You might build on some previous knowledge, find similar fields, generally current word lists, preferably from your own data. Compare the lists linguistically if you have multiple lists, and then choose the terms that the users choose. Now it might be, particularly if you are doing a corporate taxonomy, that you have some distinct sets of users. Those would be, for instance, the bench chemists and the marketing people, or the human resources people and the engineers. So they might be looking at the same body of data, but they use different terms to talk about it. You need to think about whether you need to have multiple views for those different sets of users, or some other way of accommodating variant vocabularies.

You might have a multinational corporation. Perhaps everyone speaks English, but some of them speak British and some of them speak American. Though the words sound similar, they are not always spelled the same. Different cognates are used to discuss individual items. You need to decide which language will be the ascendant language for the firm, and then make the others synonyms so that you can serve the entire corporation.

This is more often a problem than you would think. People think … it’s going to be English. Which one? A while back, we were working for a big multinational corporation, and for the most part the English and Spanish parts were pretty easy. The British and the American were not as easy in that particular thesaurus.

You might adapt a thesaurus.
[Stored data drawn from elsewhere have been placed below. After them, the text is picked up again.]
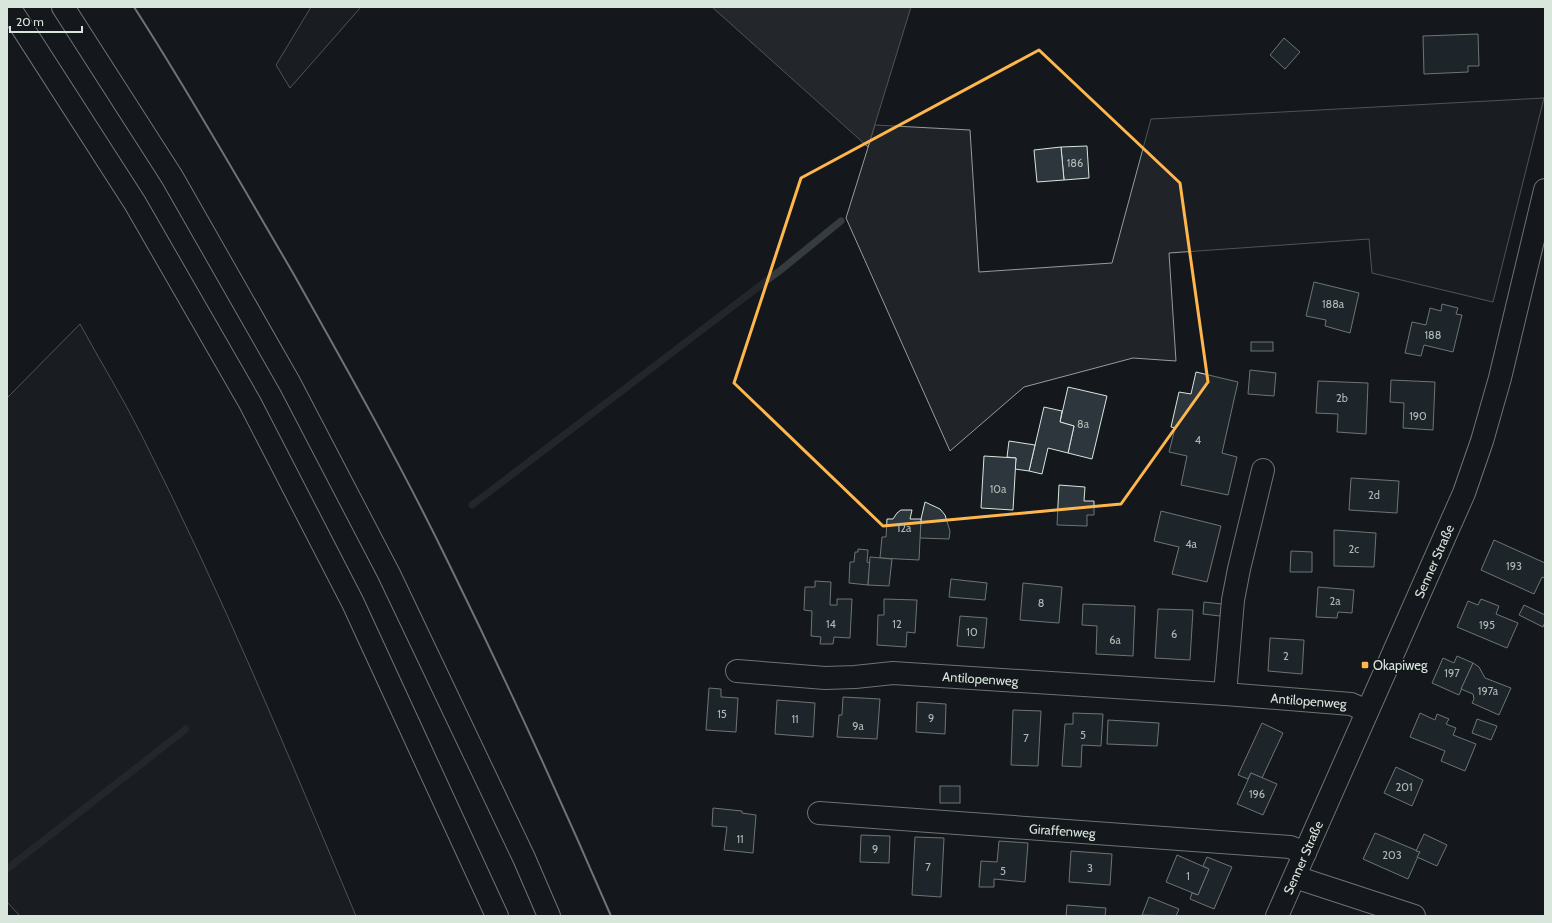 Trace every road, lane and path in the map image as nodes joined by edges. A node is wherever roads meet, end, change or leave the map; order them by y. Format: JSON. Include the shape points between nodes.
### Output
{"nodes":[{"id":1,"x":9,"y":7,"type":"edge"},
{"id":2,"x":63,"y":7,"type":"edge"},
{"id":3,"x":1545,"y":190,"type":"edge"},
{"id":4,"x":1263,"y":470,"type":"dead end"},
{"id":5,"x":737,"y":671,"type":"dead end"},
{"id":6,"x":1225,"y":694,"type":"junction"},
{"id":7,"x":1367,"y":711,"type":"junction"},
{"id":8,"x":820,"y":813,"type":"dead end"},
{"id":9,"x":1305,"y":853,"type":"junction"},
{"id":10,"x":1295,"y":877,"type":"junction"},
{"id":11,"x":497,"y":916,"type":"edge"},
{"id":12,"x":549,"y":916,"type":"edge"},
{"id":13,"x":1278,"y":916,"type":"edge"},
{"id":14,"x":1414,"y":916,"type":"edge"}],
"edges":[{"from":1,"to":11,"type":"main road","via":[[135,203],[250,403],[353,603]]},
{"from":2,"to":12,"type":"main road","via":[[172,177],[290,384],[389,574]]},
{"from":3,"to":7,"type":"main road","name":"Senner Straße","via":[[1502,371],[1482,442],[1464,493]]},
{"from":4,"to":6,"type":"main road","via":[[1233,600]]},
{"from":5,"to":6,"type":"main road","name":"Antilopenweg","via":[[825,678],[893,673]]},
{"from":6,"to":7,"type":"main road","name":"Antilopenweg","via":[[1351,704]]},
{"from":7,"to":9,"type":"main road","name":"Senner Straße"},
{"from":8,"to":9,"type":"main road","name":"Giraffenweg","via":[[1290,847]]},
{"from":9,"to":10,"type":"main road","name":"Senner Straße"},
{"from":10,"to":13,"type":"main road","name":"Senner Straße"},
{"from":10,"to":14,"type":"main road"}]} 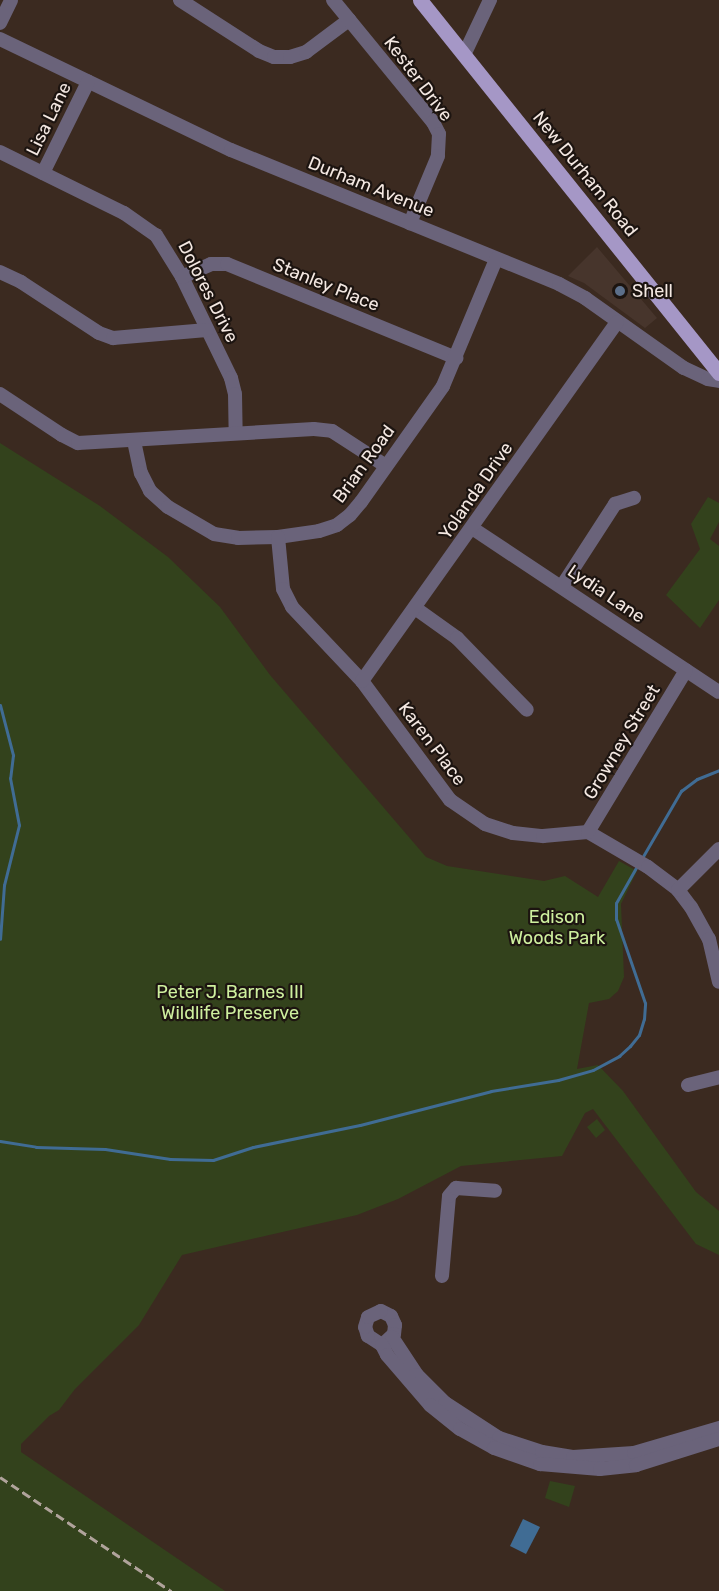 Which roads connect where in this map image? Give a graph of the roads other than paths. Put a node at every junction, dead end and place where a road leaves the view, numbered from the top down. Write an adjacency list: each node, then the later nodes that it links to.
1 (11, 0): 7 (street)
2 (180, 0): 6 (street)
3 (333, 0): 6 (street, Kester Drive)
4 (420, 0): 9 (main road, New Durham Road)
5 (490, 0): 9 (street)
6 (349, 20): 13 (street, Kester Drive)
7 (0, 23)
8 (0, 39): 10 (street, Durham Avenue)
9 (464, 55): 20 (main road, New Durham Road)
10 (88, 82): 12 (street, Lisa Lane); 13 (street, Durham Avenue)
11 (0, 152): 12 (street, Dolores Drive)
12 (43, 173): 16 (street, Dolores Drive)
13 (410, 223): 14 (street, Durham Avenue)
14 (496, 258): 17 (street, Durham Avenue); 19 (street, Brian Road)
15 (0, 272): 18 (street)
16 (182, 277): 18 (street, Dolores Drive); 19 (street, Stanley Place)
17 (617, 321): 21 (street, Durham Avenue); 27 (street, Yolanda Drive)
18 (207, 330): 23 (street, Dolores Drive)
19 (456, 358): 25 (street, Brian Road)
20 (719, 373)
21 (719, 381)
22 (0, 394): 24 (street)
23 (236, 433): 24 (street); 25 (street)
24 (134, 441): 28 (street, Brian Road)
25 (386, 466): 28 (street, Brian Road)
26 (634, 498): 29 (street)
27 (472, 528): 29 (street, Lydia Lane); 30 (street, Yolanda Drive)
28 (278, 537): 32 (street, Karen Place)
29 (562, 586): 31 (street, Lydia Lane)
30 (415, 608): 32 (street, Yolanda Drive); 34 (street)
31 (686, 670): 33 (street, Lydia Lane); 35 (street, Growney Street)
32 (362, 681): 35 (street, Karen Place)
33 (719, 692)
34 (527, 710)
35 (588, 832): 37 (street)
36 (719, 849): 37 (street)
37 (678, 890): 38 (street)
38 (719, 982)
39 (719, 1077): 40 (street)
40 (688, 1084)
41 (495, 1191): 42 (street)
42 (442, 1276)
43 (387, 1341): 46 (street)
44 (719, 1428): 46 (street)
45 (719, 1439): 46 (street)
46 (635, 1459) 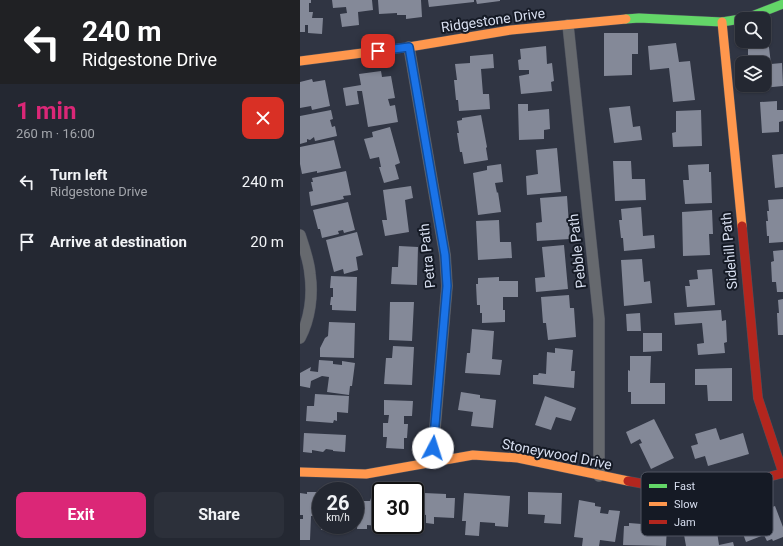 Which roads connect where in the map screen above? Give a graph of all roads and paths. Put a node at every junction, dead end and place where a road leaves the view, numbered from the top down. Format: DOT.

If you are adapting it, consider looking at Knowledge Organization, a journal that comes out quarterly from the International Society for Knowledge Organization (ISKO). It often lists schemes and thesauri.

The University of Toronto Library has a print collection of English language thesauri, the Subject Analysis Systems (SAS) collection, which can be found on the fifth floor of the library.

ASLIB in the UK (which used to be the Association of Special Libraries and Information Bureau and is now the Association for Information Management), has an Information Resource Center and has published a number of useful books. My favorite is the Aitchison, Gilchrist and Bawden book titled Thesaurus Construction and Use: A Practical Manual.

The American Society for Indexing has a list on their site of thesauri and tools for building thesauri. This is a group that used to be composed mainly of back-of-the-book style indexers, and they are, to some extent, reinventing themselves as database indexers and taxonomists.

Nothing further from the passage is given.